§ INFORMATION SUPPLIED:
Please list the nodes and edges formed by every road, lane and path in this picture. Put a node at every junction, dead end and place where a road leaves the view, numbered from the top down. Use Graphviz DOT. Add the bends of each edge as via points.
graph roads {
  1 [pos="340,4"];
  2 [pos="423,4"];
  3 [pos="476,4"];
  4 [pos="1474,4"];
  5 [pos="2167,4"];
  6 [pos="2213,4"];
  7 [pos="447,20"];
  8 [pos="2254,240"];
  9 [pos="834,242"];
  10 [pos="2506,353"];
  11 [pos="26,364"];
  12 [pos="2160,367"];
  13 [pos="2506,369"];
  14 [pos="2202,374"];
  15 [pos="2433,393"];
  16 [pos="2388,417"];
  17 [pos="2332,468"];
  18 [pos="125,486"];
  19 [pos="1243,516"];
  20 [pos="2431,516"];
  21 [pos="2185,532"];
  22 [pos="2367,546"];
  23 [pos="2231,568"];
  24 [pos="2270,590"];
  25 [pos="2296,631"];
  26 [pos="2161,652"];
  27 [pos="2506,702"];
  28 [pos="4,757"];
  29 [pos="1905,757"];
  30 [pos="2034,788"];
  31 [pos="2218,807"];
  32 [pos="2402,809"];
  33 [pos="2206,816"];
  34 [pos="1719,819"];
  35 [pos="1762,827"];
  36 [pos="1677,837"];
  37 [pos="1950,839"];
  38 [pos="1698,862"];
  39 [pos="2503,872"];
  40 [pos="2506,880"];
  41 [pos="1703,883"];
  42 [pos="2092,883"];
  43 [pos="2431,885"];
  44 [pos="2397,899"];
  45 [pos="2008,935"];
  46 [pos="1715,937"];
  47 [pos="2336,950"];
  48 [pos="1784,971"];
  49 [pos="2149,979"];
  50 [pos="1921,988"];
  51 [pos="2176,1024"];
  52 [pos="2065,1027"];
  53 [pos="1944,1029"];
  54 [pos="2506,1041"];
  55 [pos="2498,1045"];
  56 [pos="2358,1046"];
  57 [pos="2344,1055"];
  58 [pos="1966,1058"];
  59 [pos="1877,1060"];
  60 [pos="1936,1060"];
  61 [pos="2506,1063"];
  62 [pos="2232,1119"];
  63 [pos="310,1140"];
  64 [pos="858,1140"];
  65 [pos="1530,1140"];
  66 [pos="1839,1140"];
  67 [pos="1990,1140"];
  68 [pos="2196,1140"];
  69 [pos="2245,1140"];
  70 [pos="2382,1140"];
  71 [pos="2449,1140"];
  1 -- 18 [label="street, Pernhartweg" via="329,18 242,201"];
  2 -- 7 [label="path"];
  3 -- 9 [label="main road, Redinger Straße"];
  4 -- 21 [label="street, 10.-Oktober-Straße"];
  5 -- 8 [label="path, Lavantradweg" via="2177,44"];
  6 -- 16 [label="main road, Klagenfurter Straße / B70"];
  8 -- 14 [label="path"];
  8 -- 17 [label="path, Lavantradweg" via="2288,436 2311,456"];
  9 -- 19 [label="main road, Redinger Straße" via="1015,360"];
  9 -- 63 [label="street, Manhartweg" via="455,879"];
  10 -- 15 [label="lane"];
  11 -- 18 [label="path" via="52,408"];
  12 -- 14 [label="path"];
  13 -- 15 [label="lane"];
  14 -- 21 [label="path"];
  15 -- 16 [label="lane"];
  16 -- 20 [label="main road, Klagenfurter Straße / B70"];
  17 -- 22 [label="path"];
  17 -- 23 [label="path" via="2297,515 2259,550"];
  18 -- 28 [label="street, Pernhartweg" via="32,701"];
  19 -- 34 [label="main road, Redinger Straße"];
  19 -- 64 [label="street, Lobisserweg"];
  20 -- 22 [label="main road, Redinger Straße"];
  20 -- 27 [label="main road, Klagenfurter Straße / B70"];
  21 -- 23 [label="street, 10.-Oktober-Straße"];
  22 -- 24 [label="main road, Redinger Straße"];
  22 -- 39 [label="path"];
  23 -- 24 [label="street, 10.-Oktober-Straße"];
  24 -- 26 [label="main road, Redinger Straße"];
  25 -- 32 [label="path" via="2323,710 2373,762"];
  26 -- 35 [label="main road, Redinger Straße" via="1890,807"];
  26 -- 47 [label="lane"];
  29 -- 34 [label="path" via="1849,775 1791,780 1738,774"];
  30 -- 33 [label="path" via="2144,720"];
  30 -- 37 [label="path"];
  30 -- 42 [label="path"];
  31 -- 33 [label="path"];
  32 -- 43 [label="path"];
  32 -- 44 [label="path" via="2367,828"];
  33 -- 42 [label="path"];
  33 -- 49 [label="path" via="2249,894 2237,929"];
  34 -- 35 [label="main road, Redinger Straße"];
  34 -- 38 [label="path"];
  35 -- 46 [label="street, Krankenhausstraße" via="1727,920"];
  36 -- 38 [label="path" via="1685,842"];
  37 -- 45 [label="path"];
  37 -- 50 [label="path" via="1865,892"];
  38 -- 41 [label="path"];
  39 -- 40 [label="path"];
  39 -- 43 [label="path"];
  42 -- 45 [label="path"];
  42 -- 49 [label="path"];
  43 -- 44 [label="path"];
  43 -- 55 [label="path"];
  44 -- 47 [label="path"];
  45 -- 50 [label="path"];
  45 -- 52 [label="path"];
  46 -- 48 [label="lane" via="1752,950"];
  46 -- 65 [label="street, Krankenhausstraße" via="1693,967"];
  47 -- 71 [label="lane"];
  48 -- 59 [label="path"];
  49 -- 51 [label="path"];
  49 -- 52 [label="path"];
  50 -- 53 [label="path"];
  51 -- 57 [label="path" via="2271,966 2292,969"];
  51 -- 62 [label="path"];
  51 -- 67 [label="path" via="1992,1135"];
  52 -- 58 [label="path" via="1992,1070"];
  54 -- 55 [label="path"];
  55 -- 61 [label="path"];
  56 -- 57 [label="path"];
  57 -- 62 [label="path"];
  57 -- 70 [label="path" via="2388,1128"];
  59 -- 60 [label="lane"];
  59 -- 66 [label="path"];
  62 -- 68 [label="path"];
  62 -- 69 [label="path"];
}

§ WHAT YOU WILL DO: Would you transcribe the records above exactly, leaving nothing out?

§ RESPONSE BELOW:
Please list the nodes and edges formed by every road, lane and path in this picture. Put a node at every junction, dead end and place where a road leaves the view, numbered from the top down. Use Graphviz DOT. Add the bends of each edge as via points.
graph roads {
  1 [pos="340,4"];
  2 [pos="423,4"];
  3 [pos="476,4"];
  4 [pos="1474,4"];
  5 [pos="2167,4"];
  6 [pos="2213,4"];
  7 [pos="447,20"];
  8 [pos="2254,240"];
  9 [pos="834,242"];
  10 [pos="2506,353"];
  11 [pos="26,364"];
  12 [pos="2160,367"];
  13 [pos="2506,369"];
  14 [pos="2202,374"];
  15 [pos="2433,393"];
  16 [pos="2388,417"];
  17 [pos="2332,468"];
  18 [pos="125,486"];
  19 [pos="1243,516"];
  20 [pos="2431,516"];
  21 [pos="2185,532"];
  22 [pos="2367,546"];
  23 [pos="2231,568"];
  24 [pos="2270,590"];
  25 [pos="2296,631"];
  26 [pos="2161,652"];
  27 [pos="2506,702"];
  28 [pos="4,757"];
  29 [pos="1905,757"];
  30 [pos="2034,788"];
  31 [pos="2218,807"];
  32 [pos="2402,809"];
  33 [pos="2206,816"];
  34 [pos="1719,819"];
  35 [pos="1762,827"];
  36 [pos="1677,837"];
  37 [pos="1950,839"];
  38 [pos="1698,862"];
  39 [pos="2503,872"];
  40 [pos="2506,880"];
  41 [pos="1703,883"];
  42 [pos="2092,883"];
  43 [pos="2431,885"];
  44 [pos="2397,899"];
  45 [pos="2008,935"];
  46 [pos="1715,937"];
  47 [pos="2336,950"];
  48 [pos="1784,971"];
  49 [pos="2149,979"];
  50 [pos="1921,988"];
  51 [pos="2176,1024"];
  52 [pos="2065,1027"];
  53 [pos="1944,1029"];
  54 [pos="2506,1041"];
  55 [pos="2498,1045"];
  56 [pos="2358,1046"];
  57 [pos="2344,1055"];
  58 [pos="1966,1058"];
  59 [pos="1877,1060"];
  60 [pos="1936,1060"];
  61 [pos="2506,1063"];
  62 [pos="2232,1119"];
  63 [pos="310,1140"];
  64 [pos="858,1140"];
  65 [pos="1530,1140"];
  66 [pos="1839,1140"];
  67 [pos="1990,1140"];
  68 [pos="2196,1140"];
  69 [pos="2245,1140"];
  70 [pos="2382,1140"];
  71 [pos="2449,1140"];
  1 -- 18 [label="street, Pernhartweg" via="329,18 242,201"];
  2 -- 7 [label="path"];
  3 -- 9 [label="main road, Redinger Straße"];
  4 -- 21 [label="street, 10.-Oktober-Straße"];
  5 -- 8 [label="path, Lavantradweg" via="2177,44"];
  6 -- 16 [label="main road, Klagenfurter Straße / B70"];
  8 -- 14 [label="path"];
  8 -- 17 [label="path, Lavantradweg" via="2288,436 2311,456"];
  9 -- 19 [label="main road, Redinger Straße" via="1015,360"];
  9 -- 63 [label="street, Manhartweg" via="455,879"];
  10 -- 15 [label="lane"];
  11 -- 18 [label="path" via="52,408"];
  12 -- 14 [label="path"];
  13 -- 15 [label="lane"];
  14 -- 21 [label="path"];
  15 -- 16 [label="lane"];
  16 -- 20 [label="main road, Klagenfurter Straße / B70"];
  17 -- 22 [label="path"];
  17 -- 23 [label="path" via="2297,515 2259,550"];
  18 -- 28 [label="street, Pernhartweg" via="32,701"];
  19 -- 34 [label="main road, Redinger Straße"];
  19 -- 64 [label="street, Lobisserweg"];
  20 -- 22 [label="main road, Redinger Straße"];
  20 -- 27 [label="main road, Klagenfurter Straße / B70"];
  21 -- 23 [label="street, 10.-Oktober-Straße"];
  22 -- 24 [label="main road, Redinger Straße"];
  22 -- 39 [label="path"];
  23 -- 24 [label="street, 10.-Oktober-Straße"];
  24 -- 26 [label="main road, Redinger Straße"];
  25 -- 32 [label="path" via="2323,710 2373,762"];
  26 -- 35 [label="main road, Redinger Straße" via="1890,807"];
  26 -- 47 [label="lane"];
  29 -- 34 [label="path" via="1849,775 1791,780 1738,774"];
  30 -- 33 [label="path" via="2144,720"];
  30 -- 37 [label="path"];
  30 -- 42 [label="path"];
  31 -- 33 [label="path"];
  32 -- 43 [label="path"];
  32 -- 44 [label="path" via="2367,828"];
  33 -- 42 [label="path"];
  33 -- 49 [label="path" via="2249,894 2237,929"];
  34 -- 35 [label="main road, Redinger Straße"];
  34 -- 38 [label="path"];
  35 -- 46 [label="street, Krankenhausstraße" via="1727,920"];
  36 -- 38 [label="path" via="1685,842"];
  37 -- 45 [label="path"];
  37 -- 50 [label="path" via="1865,892"];
  38 -- 41 [label="path"];
  39 -- 40 [label="path"];
  39 -- 43 [label="path"];
  42 -- 45 [label="path"];
  42 -- 49 [label="path"];
  43 -- 44 [label="path"];
  43 -- 55 [label="path"];
  44 -- 47 [label="path"];
  45 -- 50 [label="path"];
  45 -- 52 [label="path"];
  46 -- 48 [label="lane" via="1752,950"];
  46 -- 65 [label="street, Krankenhausstraße" via="1693,967"];
  47 -- 71 [label="lane"];
  48 -- 59 [label="path"];
  49 -- 51 [label="path"];
  49 -- 52 [label="path"];
  50 -- 53 [label="path"];
  51 -- 57 [label="path" via="2271,966 2292,969"];
  51 -- 62 [label="path"];
  51 -- 67 [label="path" via="1992,1135"];
  52 -- 58 [label="path" via="1992,1070"];
  54 -- 55 [label="path"];
  55 -- 61 [label="path"];
  56 -- 57 [label="path"];
  57 -- 62 [label="path"];
  57 -- 70 [label="path" via="2388,1128"];
  59 -- 60 [label="lane"];
  59 -- 66 [label="path"];
  62 -- 68 [label="path"];
  62 -- 69 [label="path"];
}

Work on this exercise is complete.